Extract all lines from the data beneath that include the word "dead".
++++ Records for this exercise
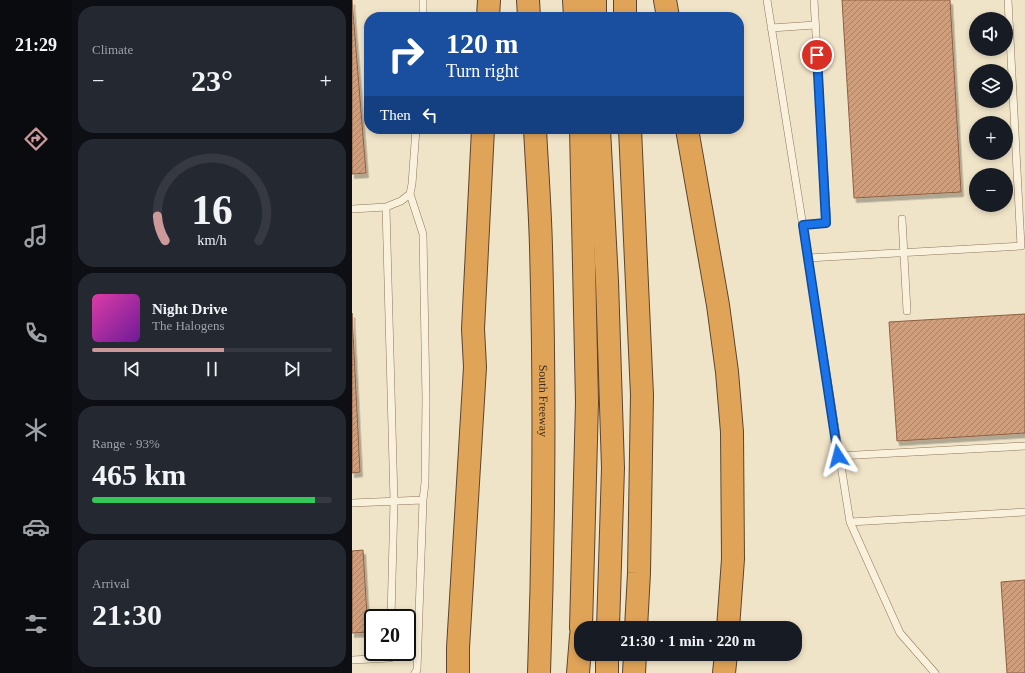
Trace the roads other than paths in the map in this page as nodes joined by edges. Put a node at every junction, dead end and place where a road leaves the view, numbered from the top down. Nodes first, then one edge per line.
1 (423, 0) edge
2 (489, 0) edge
3 (528, 0) edge
4 (574, 0) edge
5 (595, 0) edge
6 (625, 0) edge
7 (665, 0) edge
8 (767, 0) edge
9 (814, 0) edge
10 (1008, 0) edge
11 (423, 12) edge
12 (488, 12) edge
13 (529, 12) edge
14 (575, 12) edge
15 (595, 12) edge
16 (625, 12) edge
17 (667, 12) edge
18 (815, 24) junction
19 (771, 28) junction
20 (416, 134) edge
21 (483, 134) edge
22 (535, 134) edge
23 (581, 134) edge
24 (599, 134) edge
25 (630, 134) edge
26 (688, 134) edge
27 (1022, 184) edge
28 (410, 194) junction
29 (386, 207) junction
30 (352, 209) edge
31 (902, 219) dead end
32 (803, 225) junction
33 (1023, 246) edge
34 (903, 253) junction
35 (808, 258) junction
36 (907, 311) dead end
37 (1025, 446) edge
38 (838, 456) junction
39 (423, 500) junction
40 (394, 501) junction
41 (352, 503) edge
42 (1025, 512) edge
43 (850, 522) junction
44 (391, 609) edge
45 (582, 621) edge
46 (608, 621) edge
47 (636, 621) edge
48 (728, 621) edge
49 (364, 659) edge
50 (352, 660) edge
51 (579, 661) edge
52 (607, 661) edge
53 (635, 661) edge
54 (725, 661) edge
55 (415, 673) edge
56 (458, 673) edge
57 (539, 673) edge
58 (578, 673) edge
59 (607, 673) edge
60 (634, 673) edge
61 (724, 673) edge
62 (935, 673) edge

1 - 11 lane
2 - 12 highway
3 - 13 highway
4 - 14 highway
5 - 15 highway
6 - 16 highway
7 - 17 highway
8 - 19 lane
9 - 18 lane
10 - 27 lane
18 - 19 lane
18 - 32 lane
19 - 32 lane
20 - 28 lane
21 - 56 highway
22 - 57 highway, South Freeway
23 - 45 highway
24 - 46 highway
25 - 47 highway
26 - 48 highway
27 - 33 lane
28 - 29 lane
28 - 39 lane
29 - 30 lane
29 - 40 lane
31 - 34 lane
32 - 35 lane
33 - 34 lane
34 - 35 lane
34 - 36 lane
35 - 38 lane
37 - 38 lane
38 - 43 lane
39 - 40 lane
39 - 55 lane
40 - 41 lane
40 - 44 lane
42 - 43 lane
43 - 62 lane
49 - 50 lane
51 - 58 highway
52 - 59 highway
53 - 60 highway
54 - 61 highway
++++++++
- **Solved exercise**:
Trace the roads other than paths in the map in this page as nodes joined by edges. Put a node at every junction, dead end and place where a road leaves the view, numbered from the top down. Nodes first, then one edge per line.
31 (902, 219) dead end
36 (907, 311) dead end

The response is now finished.